In general, if the oversampling interval is Tovs and the phase difference of the oversampling clock is Tsmp,
sdata [n + 1]-sdata [n] = Tovs + N * Tsmp (where n = 1, 2, 3, N is an integer).
In this embodiment, N = 1 is taken as an example, but N is not limited to this and can be freely selected.

<Adjustment of delay amount of data delay element>
The delay amount of the data delay element 107 is set by a delay amount control digital signal dd_cnt generated by the oversampling phase detector 105. Hereinafter, a calibration operation for determining the delay amount control digital signal dd_cnt will be described.

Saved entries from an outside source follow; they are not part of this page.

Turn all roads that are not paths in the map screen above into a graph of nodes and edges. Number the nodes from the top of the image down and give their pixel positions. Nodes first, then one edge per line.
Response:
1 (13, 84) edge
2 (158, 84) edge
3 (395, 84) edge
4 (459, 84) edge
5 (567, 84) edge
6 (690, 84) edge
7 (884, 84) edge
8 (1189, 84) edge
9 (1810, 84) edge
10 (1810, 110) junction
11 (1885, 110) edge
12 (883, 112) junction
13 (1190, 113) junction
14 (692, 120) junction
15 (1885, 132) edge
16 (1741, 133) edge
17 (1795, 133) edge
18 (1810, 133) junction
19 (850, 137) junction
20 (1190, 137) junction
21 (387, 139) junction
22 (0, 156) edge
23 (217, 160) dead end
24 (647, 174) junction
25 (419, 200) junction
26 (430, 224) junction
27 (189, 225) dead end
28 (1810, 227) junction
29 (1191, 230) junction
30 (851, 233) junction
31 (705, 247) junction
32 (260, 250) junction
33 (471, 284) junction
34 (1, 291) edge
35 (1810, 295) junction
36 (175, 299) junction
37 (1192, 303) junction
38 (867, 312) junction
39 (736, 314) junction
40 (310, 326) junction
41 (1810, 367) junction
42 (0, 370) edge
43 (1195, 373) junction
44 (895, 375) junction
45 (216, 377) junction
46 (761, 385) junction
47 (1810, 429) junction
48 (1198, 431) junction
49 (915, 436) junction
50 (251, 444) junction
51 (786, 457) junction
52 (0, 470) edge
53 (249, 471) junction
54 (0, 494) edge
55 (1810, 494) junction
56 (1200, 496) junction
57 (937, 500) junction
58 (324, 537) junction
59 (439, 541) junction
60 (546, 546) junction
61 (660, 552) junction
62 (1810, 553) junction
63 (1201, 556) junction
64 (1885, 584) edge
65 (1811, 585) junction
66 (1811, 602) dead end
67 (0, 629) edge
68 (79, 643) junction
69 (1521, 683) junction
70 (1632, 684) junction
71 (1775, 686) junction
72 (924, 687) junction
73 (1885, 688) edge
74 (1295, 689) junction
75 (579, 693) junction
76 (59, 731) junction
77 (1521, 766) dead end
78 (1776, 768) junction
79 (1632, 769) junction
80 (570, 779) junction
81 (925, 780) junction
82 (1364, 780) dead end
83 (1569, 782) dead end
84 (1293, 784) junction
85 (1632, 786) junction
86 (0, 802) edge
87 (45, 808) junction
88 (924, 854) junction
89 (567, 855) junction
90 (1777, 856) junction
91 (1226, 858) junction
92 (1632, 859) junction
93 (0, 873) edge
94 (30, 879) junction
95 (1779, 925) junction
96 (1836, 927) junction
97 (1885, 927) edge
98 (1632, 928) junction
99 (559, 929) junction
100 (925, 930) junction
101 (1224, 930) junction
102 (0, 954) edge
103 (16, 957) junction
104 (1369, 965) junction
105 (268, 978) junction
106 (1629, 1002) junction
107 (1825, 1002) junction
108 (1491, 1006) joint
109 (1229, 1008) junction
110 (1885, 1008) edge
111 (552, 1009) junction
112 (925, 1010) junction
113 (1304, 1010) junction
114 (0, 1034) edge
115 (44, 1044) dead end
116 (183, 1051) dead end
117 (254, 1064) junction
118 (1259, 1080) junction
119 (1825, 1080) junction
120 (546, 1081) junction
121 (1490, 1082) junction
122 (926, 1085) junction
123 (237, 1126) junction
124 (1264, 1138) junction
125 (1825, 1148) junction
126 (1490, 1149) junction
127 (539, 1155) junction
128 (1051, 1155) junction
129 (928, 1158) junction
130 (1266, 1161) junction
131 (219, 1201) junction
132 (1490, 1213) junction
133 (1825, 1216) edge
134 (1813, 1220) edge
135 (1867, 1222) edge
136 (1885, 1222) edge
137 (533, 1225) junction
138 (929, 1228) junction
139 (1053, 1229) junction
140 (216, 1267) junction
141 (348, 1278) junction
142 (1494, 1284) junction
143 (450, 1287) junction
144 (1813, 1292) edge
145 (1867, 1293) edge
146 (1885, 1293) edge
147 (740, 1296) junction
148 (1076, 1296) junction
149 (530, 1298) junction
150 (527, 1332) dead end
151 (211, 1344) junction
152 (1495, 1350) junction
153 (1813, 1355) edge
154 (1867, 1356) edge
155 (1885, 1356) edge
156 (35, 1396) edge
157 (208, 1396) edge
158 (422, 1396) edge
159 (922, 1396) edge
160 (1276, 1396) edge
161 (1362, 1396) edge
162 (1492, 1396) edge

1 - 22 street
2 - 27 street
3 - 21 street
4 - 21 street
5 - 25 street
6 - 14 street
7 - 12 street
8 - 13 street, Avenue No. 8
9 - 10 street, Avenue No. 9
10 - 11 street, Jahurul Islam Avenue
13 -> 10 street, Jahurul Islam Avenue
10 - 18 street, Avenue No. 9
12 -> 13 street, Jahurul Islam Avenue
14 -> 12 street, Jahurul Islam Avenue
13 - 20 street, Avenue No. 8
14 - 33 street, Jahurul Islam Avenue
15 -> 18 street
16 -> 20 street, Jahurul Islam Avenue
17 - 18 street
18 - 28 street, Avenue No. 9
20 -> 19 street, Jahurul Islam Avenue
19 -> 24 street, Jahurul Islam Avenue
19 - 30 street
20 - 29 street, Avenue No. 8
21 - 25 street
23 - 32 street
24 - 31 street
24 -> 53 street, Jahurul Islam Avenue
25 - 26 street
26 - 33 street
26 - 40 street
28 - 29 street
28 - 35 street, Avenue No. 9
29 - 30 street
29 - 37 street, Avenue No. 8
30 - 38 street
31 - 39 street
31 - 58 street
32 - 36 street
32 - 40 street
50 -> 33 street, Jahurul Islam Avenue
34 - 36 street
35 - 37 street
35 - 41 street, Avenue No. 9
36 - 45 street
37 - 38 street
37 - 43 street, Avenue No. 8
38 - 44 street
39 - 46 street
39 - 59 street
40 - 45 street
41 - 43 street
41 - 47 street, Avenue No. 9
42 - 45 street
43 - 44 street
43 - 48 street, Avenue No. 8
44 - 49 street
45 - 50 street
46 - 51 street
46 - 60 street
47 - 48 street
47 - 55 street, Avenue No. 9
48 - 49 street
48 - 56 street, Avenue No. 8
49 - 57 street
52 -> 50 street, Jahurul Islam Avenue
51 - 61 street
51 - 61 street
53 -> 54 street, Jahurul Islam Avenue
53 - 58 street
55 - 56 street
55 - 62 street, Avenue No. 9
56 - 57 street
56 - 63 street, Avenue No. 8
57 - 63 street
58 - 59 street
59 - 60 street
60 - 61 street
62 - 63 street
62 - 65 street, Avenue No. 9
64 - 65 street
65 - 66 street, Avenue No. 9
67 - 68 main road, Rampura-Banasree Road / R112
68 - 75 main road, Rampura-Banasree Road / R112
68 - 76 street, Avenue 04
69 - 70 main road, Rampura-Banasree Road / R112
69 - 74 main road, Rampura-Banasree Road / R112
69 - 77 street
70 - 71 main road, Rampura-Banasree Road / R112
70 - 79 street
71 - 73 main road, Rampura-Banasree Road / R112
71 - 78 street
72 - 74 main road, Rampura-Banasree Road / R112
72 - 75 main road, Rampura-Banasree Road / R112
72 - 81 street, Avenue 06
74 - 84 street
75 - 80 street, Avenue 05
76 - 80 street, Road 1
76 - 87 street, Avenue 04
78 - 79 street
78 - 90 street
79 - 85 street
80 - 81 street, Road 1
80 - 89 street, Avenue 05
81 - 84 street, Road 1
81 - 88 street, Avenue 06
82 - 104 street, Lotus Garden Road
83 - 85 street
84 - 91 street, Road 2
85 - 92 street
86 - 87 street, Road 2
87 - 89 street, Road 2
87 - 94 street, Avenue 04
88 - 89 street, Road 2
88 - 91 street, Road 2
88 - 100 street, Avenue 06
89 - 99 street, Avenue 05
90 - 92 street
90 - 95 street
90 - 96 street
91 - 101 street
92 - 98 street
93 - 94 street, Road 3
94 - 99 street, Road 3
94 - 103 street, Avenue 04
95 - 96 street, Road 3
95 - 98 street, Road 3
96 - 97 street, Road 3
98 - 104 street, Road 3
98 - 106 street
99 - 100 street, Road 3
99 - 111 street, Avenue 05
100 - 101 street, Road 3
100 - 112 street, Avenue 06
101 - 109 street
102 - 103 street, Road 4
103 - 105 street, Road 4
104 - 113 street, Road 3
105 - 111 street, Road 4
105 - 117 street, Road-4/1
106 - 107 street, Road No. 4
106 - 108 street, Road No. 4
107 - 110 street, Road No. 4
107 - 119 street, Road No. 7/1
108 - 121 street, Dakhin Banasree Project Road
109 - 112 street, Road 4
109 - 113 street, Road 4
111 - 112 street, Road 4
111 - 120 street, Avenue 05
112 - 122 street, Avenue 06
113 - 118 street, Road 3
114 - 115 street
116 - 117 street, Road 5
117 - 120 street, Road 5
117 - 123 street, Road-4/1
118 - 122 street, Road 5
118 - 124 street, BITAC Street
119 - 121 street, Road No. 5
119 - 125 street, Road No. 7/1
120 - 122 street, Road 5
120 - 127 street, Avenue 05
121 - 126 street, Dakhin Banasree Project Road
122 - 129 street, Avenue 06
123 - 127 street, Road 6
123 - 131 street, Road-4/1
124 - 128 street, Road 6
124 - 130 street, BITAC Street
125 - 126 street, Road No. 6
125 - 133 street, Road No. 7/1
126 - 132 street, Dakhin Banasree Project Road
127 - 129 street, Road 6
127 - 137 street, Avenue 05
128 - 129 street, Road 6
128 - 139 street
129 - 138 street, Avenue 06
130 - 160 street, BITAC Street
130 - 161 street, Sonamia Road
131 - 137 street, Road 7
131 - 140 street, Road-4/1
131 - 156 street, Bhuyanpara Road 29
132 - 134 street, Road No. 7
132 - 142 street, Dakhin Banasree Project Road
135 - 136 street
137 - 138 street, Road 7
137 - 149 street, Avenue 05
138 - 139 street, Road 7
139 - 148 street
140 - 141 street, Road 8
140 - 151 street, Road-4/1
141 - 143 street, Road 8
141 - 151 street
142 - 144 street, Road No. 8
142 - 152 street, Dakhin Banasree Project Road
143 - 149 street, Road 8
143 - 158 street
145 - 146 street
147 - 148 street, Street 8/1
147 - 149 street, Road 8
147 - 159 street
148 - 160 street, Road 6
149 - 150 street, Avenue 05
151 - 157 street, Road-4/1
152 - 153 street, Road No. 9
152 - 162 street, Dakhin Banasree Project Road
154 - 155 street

  As described above, during calibration, the signal selection unit 100 inputs the calibration data generated by the calibration data generation unit 101 to the data delay unit 102. This data pattern is a pattern having a characteristic that data edges (rising edge or falling edge of data) are uniformly generated (that is, random jitter is large).

  The data pattern of the input calibration data is converted into a multi-phase data pattern by the data delay unit 102, input to the oversampling unit 103, and oversampled. Thereby, oversampling data corresponding to the calibration data is generated.

  The oversampling phase detection unit 105 detects the phase difference of oversampling data. This phase difference is the sum of the phase difference of the multiphase serial data and the phase difference of the multiphase clock.

  As described above, since the data generated by the calibration data generation unit 101 is a pattern in which data edges appear uniformly, the phase difference of the oversampling data is detected (estimated) by counting the number of edges of each sampling data. can do. Since this phase difference detection method is a known technique (second embodiment of Japanese Patent Laid-Open No. 2008-66879), detailed description thereof is omitted.

  The oversampling phase detection unit 105 sets the delay amount control digital signal dd_cnt so that the phase difference of the detected oversampling data becomes a desired value. As a result, the difference between the phase difference of the multiphase serial data and the phase difference of the multiphase clock is detected and adjusted with the multiphase serial data. When a desired phase difference is obtained, the calibration operation is completed, and the operations of the circuits (calibration data generation unit 101 and oversampling phase detection unit 105) related to the calibration are stopped, and a standby state is entered.

  Thus, according to the oversampling circuit of the present embodiment, the phase difference of the multiphase serial data and the phase difference of the multiphase clock are detected together and adjusted with the multiphase serial data. Regardless of whether the misalignment occurs in the multiphase serial data generator or the multiphase clock generator, the delay amount can be controlled by both the multiphase serial data generator and the multiphase clock generator. As compared with the oversampling circuit to be performed, it is possible to reduce power consumption associated with the delay amount adjusting operation.

  Further, by reducing the analog delay amount control circuit, the current consumption can be suppressed. That is, in general, a delay amount control circuit is required to control the delay amount of the data delay element. The delay amount control circuit uses a dummy delay generator with the same characteristics to generate a reference phase difference, which is detected by a phase comparator, and the delay amount generation voltage is controlled so that the desired value is obtained. I do. However, this control method requires a plurality of delay lines and a phase comparator, which increases current consumption.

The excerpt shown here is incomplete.